Task prompt:
Your reply should contain every record, restated word for word.

# # # #

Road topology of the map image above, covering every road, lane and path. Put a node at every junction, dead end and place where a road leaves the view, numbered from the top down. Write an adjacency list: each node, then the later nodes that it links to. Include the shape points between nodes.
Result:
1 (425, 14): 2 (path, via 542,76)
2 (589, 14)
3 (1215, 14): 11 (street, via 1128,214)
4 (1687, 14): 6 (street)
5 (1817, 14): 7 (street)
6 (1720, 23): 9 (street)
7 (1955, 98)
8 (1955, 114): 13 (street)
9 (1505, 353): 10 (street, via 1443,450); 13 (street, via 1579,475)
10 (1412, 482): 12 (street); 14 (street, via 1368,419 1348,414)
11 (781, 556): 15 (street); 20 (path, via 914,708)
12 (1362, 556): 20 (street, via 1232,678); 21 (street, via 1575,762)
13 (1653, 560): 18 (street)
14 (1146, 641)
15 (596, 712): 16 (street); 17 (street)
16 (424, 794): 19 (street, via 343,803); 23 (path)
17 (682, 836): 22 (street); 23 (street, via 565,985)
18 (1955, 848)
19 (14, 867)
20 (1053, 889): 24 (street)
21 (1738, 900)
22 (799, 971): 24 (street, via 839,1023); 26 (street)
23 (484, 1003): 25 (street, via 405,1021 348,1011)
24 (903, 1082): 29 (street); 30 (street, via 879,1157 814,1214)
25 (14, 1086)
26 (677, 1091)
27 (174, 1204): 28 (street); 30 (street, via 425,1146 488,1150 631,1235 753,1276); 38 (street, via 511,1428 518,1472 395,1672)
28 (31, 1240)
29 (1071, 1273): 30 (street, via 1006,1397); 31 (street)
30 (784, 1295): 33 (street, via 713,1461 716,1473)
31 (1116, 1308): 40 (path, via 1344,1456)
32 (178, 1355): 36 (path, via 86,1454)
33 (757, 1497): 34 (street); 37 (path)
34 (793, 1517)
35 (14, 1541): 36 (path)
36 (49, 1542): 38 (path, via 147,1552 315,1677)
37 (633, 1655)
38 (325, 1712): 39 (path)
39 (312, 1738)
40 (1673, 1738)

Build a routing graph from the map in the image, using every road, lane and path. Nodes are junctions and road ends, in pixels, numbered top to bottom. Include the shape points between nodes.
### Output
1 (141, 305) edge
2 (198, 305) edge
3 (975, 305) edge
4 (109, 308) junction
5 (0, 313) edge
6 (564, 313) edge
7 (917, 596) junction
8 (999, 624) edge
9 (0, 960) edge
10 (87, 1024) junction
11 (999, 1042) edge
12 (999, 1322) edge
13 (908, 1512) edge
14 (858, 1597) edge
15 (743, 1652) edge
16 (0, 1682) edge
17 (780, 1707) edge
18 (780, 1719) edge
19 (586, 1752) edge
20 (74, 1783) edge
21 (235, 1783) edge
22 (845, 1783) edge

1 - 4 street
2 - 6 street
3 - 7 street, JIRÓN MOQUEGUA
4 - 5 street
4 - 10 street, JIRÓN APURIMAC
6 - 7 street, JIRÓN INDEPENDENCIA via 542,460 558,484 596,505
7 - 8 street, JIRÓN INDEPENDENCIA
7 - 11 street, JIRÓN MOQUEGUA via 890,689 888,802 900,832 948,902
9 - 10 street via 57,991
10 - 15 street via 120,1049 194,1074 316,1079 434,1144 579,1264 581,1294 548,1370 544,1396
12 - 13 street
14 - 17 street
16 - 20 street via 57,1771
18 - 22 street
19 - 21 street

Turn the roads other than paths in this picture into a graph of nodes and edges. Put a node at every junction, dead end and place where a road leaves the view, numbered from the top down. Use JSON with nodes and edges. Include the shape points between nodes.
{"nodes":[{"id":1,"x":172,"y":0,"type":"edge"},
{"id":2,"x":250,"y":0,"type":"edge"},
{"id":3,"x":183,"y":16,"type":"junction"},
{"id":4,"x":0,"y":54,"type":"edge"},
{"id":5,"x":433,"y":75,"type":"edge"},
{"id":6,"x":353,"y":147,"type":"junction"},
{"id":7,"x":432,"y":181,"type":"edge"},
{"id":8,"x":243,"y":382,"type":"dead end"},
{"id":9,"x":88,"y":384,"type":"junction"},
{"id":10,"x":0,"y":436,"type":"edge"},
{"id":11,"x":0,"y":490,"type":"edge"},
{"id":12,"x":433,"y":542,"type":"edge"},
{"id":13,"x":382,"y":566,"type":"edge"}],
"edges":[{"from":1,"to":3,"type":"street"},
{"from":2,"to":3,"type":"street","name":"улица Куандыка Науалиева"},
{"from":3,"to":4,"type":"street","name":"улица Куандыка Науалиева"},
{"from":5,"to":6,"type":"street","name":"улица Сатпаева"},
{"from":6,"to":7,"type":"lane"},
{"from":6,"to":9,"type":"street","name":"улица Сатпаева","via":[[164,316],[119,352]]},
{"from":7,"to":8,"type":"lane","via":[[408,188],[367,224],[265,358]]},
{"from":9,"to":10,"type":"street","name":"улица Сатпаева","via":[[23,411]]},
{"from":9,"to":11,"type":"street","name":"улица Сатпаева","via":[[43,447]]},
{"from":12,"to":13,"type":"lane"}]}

# # # #

Result of this task:
Road topology of the map image above, covering every road, lane and path. Put a node at every junction, dead end and place where a road leaves the view, numbered from the top down. Write an adjacency list: each node, then the later nodes that it links to. Include the shape points between nodes.
Result:
1 (425, 14): 2 (path, via 542,76)
2 (589, 14)
3 (1215, 14): 11 (street, via 1128,214)
4 (1687, 14): 6 (street)
5 (1817, 14): 7 (street)
6 (1720, 23): 9 (street)
7 (1955, 98)
8 (1955, 114): 13 (street)
9 (1505, 353): 10 (street, via 1443,450); 13 (street, via 1579,475)
10 (1412, 482): 12 (street); 14 (street, via 1368,419 1348,414)
11 (781, 556): 15 (street); 20 (path, via 914,708)
12 (1362, 556): 20 (street, via 1232,678); 21 (street, via 1575,762)
13 (1653, 560): 18 (street)
14 (1146, 641)
15 (596, 712): 16 (street); 17 (street)
16 (424, 794): 19 (street, via 343,803); 23 (path)
17 (682, 836): 22 (street); 23 (street, via 565,985)
18 (1955, 848)
19 (14, 867)
20 (1053, 889): 24 (street)
21 (1738, 900)
22 (799, 971): 24 (street, via 839,1023); 26 (street)
23 (484, 1003): 25 (street, via 405,1021 348,1011)
24 (903, 1082): 29 (street); 30 (street, via 879,1157 814,1214)
25 (14, 1086)
26 (677, 1091)
27 (174, 1204): 28 (street); 30 (street, via 425,1146 488,1150 631,1235 753,1276); 38 (street, via 511,1428 518,1472 395,1672)
28 (31, 1240)
29 (1071, 1273): 30 (street, via 1006,1397); 31 (street)
30 (784, 1295): 33 (street, via 713,1461 716,1473)
31 (1116, 1308): 40 (path, via 1344,1456)
32 (178, 1355): 36 (path, via 86,1454)
33 (757, 1497): 34 (street); 37 (path)
34 (793, 1517)
35 (14, 1541): 36 (path)
36 (49, 1542): 38 (path, via 147,1552 315,1677)
37 (633, 1655)
38 (325, 1712): 39 (path)
39 (312, 1738)
40 (1673, 1738)

Build a routing graph from the map in the image, using every road, lane and path. Nodes are junctions and road ends, in pixels, numbered top to bottom. Include the shape points between nodes.
### Output
1 (141, 305) edge
2 (198, 305) edge
3 (975, 305) edge
4 (109, 308) junction
5 (0, 313) edge
6 (564, 313) edge
7 (917, 596) junction
8 (999, 624) edge
9 (0, 960) edge
10 (87, 1024) junction
11 (999, 1042) edge
12 (999, 1322) edge
13 (908, 1512) edge
14 (858, 1597) edge
15 (743, 1652) edge
16 (0, 1682) edge
17 (780, 1707) edge
18 (780, 1719) edge
19 (586, 1752) edge
20 (74, 1783) edge
21 (235, 1783) edge
22 (845, 1783) edge

1 - 4 street
2 - 6 street
3 - 7 street, JIRÓN MOQUEGUA
4 - 5 street
4 - 10 street, JIRÓN APURIMAC
6 - 7 street, JIRÓN INDEPENDENCIA via 542,460 558,484 596,505
7 - 8 street, JIRÓN INDEPENDENCIA
7 - 11 street, JIRÓN MOQUEGUA via 890,689 888,802 900,832 948,902
9 - 10 street via 57,991
10 - 15 street via 120,1049 194,1074 316,1079 434,1144 579,1264 581,1294 548,1370 544,1396
12 - 13 street
14 - 17 street
16 - 20 street via 57,1771
18 - 22 street
19 - 21 street

Turn the roads other than paths in this picture into a graph of nodes and edges. Put a node at every junction, dead end and place where a road leaves the view, numbered from the top down. Use JSON with nodes and edges. Include the shape points between nodes.
{"nodes":[{"id":1,"x":172,"y":0,"type":"edge"},
{"id":2,"x":250,"y":0,"type":"edge"},
{"id":3,"x":183,"y":16,"type":"junction"},
{"id":4,"x":0,"y":54,"type":"edge"},
{"id":5,"x":433,"y":75,"type":"edge"},
{"id":6,"x":353,"y":147,"type":"junction"},
{"id":7,"x":432,"y":181,"type":"edge"},
{"id":8,"x":243,"y":382,"type":"dead end"},
{"id":9,"x":88,"y":384,"type":"junction"},
{"id":10,"x":0,"y":436,"type":"edge"},
{"id":11,"x":0,"y":490,"type":"edge"},
{"id":12,"x":433,"y":542,"type":"edge"},
{"id":13,"x":382,"y":566,"type":"edge"}],
"edges":[{"from":1,"to":3,"type":"street"},
{"from":2,"to":3,"type":"street","name":"улица Куандыка Науалиева"},
{"from":3,"to":4,"type":"street","name":"улица Куандыка Науалиева"},
{"from":5,"to":6,"type":"street","name":"улица Сатпаева"},
{"from":6,"to":7,"type":"lane"},
{"from":6,"to":9,"type":"street","name":"улица Сатпаева","via":[[164,316],[119,352]]},
{"from":7,"to":8,"type":"lane","via":[[408,188],[367,224],[265,358]]},
{"from":9,"to":10,"type":"street","name":"улица Сатпаева","via":[[23,411]]},
{"from":9,"to":11,"type":"street","name":"улица Сатпаева","via":[[43,447]]},
{"from":12,"to":13,"type":"lane"}]}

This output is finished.